Le sanitaire, pomme de discorde

 - Illustration Le sanitaire, pomme de discorde
Les éleveurs ne refusent pas de réaliser les analyses obligatoires pour les maladies réglementées.
Le « collectif des éleveurs contre GDS Bretagne » réfute l’idée que les non-adhérents seraient responsables d’un moins-disant sanitaire.

Les jugements respectifs des tribunaux de Quimper et de Saint-Brieuc à l’encontre d’éleveurs réfractaires pour payer leurs cotisations n’entament pas la détermination des éleveurs non-adhérents au GDS Bretagne. Au contraire, la décision du tribunal costarmoricain est perçue comme une preuve de « bon droit » des éleveurs désormais soutenus par la Confédération paysanne et la Coordination rurale.

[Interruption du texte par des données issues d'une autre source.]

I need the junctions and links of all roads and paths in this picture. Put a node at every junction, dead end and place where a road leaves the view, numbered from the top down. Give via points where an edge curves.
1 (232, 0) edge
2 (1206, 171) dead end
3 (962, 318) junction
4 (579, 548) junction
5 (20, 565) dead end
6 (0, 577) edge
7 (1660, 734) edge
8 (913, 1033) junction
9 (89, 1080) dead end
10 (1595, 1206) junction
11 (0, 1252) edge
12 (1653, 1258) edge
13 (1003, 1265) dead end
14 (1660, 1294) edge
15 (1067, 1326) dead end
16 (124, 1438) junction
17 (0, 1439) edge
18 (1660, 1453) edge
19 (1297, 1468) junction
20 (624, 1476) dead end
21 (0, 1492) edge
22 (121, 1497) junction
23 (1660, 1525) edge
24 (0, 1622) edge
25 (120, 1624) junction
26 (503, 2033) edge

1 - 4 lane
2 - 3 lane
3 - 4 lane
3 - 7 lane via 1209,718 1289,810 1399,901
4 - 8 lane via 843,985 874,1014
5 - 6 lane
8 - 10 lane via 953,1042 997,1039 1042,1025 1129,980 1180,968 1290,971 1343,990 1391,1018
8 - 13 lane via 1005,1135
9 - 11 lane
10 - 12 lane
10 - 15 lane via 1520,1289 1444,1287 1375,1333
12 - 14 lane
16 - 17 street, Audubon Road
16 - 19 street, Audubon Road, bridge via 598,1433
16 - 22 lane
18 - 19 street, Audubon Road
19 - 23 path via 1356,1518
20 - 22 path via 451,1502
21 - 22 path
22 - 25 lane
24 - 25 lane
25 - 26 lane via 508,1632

« Seulement la partie obligatoire »

Préambule rappelé par les protagonistes de la contestation : « L’adhésion n’est pas obligatoire : le GDS bénéficie d’une délégation de service public pour la partie réglementaire ; autrement dit il est sous-traitant de la DSV pour les maladies légalement contagieuses », explique une délégation d’éleveurs des quatre départements bretons réunis, mardi 28 janvier, à Carhaix, pour établir une stratégie pour l’avenir. « Nous ne sommes pas que quelques éleveurs à contester, comme le prétendent les responsables du GDS Bretagne : le 1er avril 2019, un millier d’éleveurs n’avaient pas payé leur cotisation sur un effectif de quelque 17 000 éleveurs. Aujourd’hui, nous réfléchissons à la création d’un service concurrent pour répondre à la demande des éleveurs et pour plus de transparence ».

Les motifs de la discorde invoqués par le collectif reposent sur le coût de l’adhésion. « En étant uniquement client OVS (Organisme à vocation sanitaire) nous répondons pleinement à l’exigence des pouvoirs publics pour les maladies réglementées ». Pas question pour ces éleveurs de payer plus que « la partie obligatoire. Les cotisations supplémentaires correspondent à un système assurantiel qui bénéficie essentiellement aux vendeurs d’animaux de sélection et qui pénalisent entre autres les petits éleveurs », indiquent les éleveurs du collectif estimant que, « dans les faits, de service supplémentaire il n’y en a pas : nous ne voyons que rarement des techniciens GDS ». Ils ajoutent que « la visite annuelle réalisée par le vétérinaire sanitaire de l’élevage est plus pertinente. Il y a là double prestation et qui coûte à l’éleveur ».

Diviser le prix par deux

Factures en main, les éleveurs démontrent que le libre arbitre d’être ou non adhérent, permet de réduire la facture par deux : « 1 350 € pour 65 vaches et la suite en étant adhérent ; 601 € en étant non-adhérent. Et la sécurité sanitaire des troupeaux est la même chez les OVS », insistent-ils. Les éleveurs plaident également pour un système de facturation similaire à celui pratiqué dans le Calvados. « Par exemple, comme on peut le voir sur leur site Internet, une carte verte est facturée 15 centimes et seulement une fois par animal, alors qu’en Bretagne la cotisation annuelle à l’animal revient à payer une carte verte chaque année », conclut le collectif qui s’alarme « de la nouvelle convention 2020-2025 qui donnera pouvoir au GDS de bloquer les cartes vertes. Dès qu’elle sortira, nous la contesterons. Comme nous réclamons les comptes de GDS Bretagne qui, en tant qu’association Loi 1901, doit obligatoirement les fournir dans le cadre de sa mission déléguée ».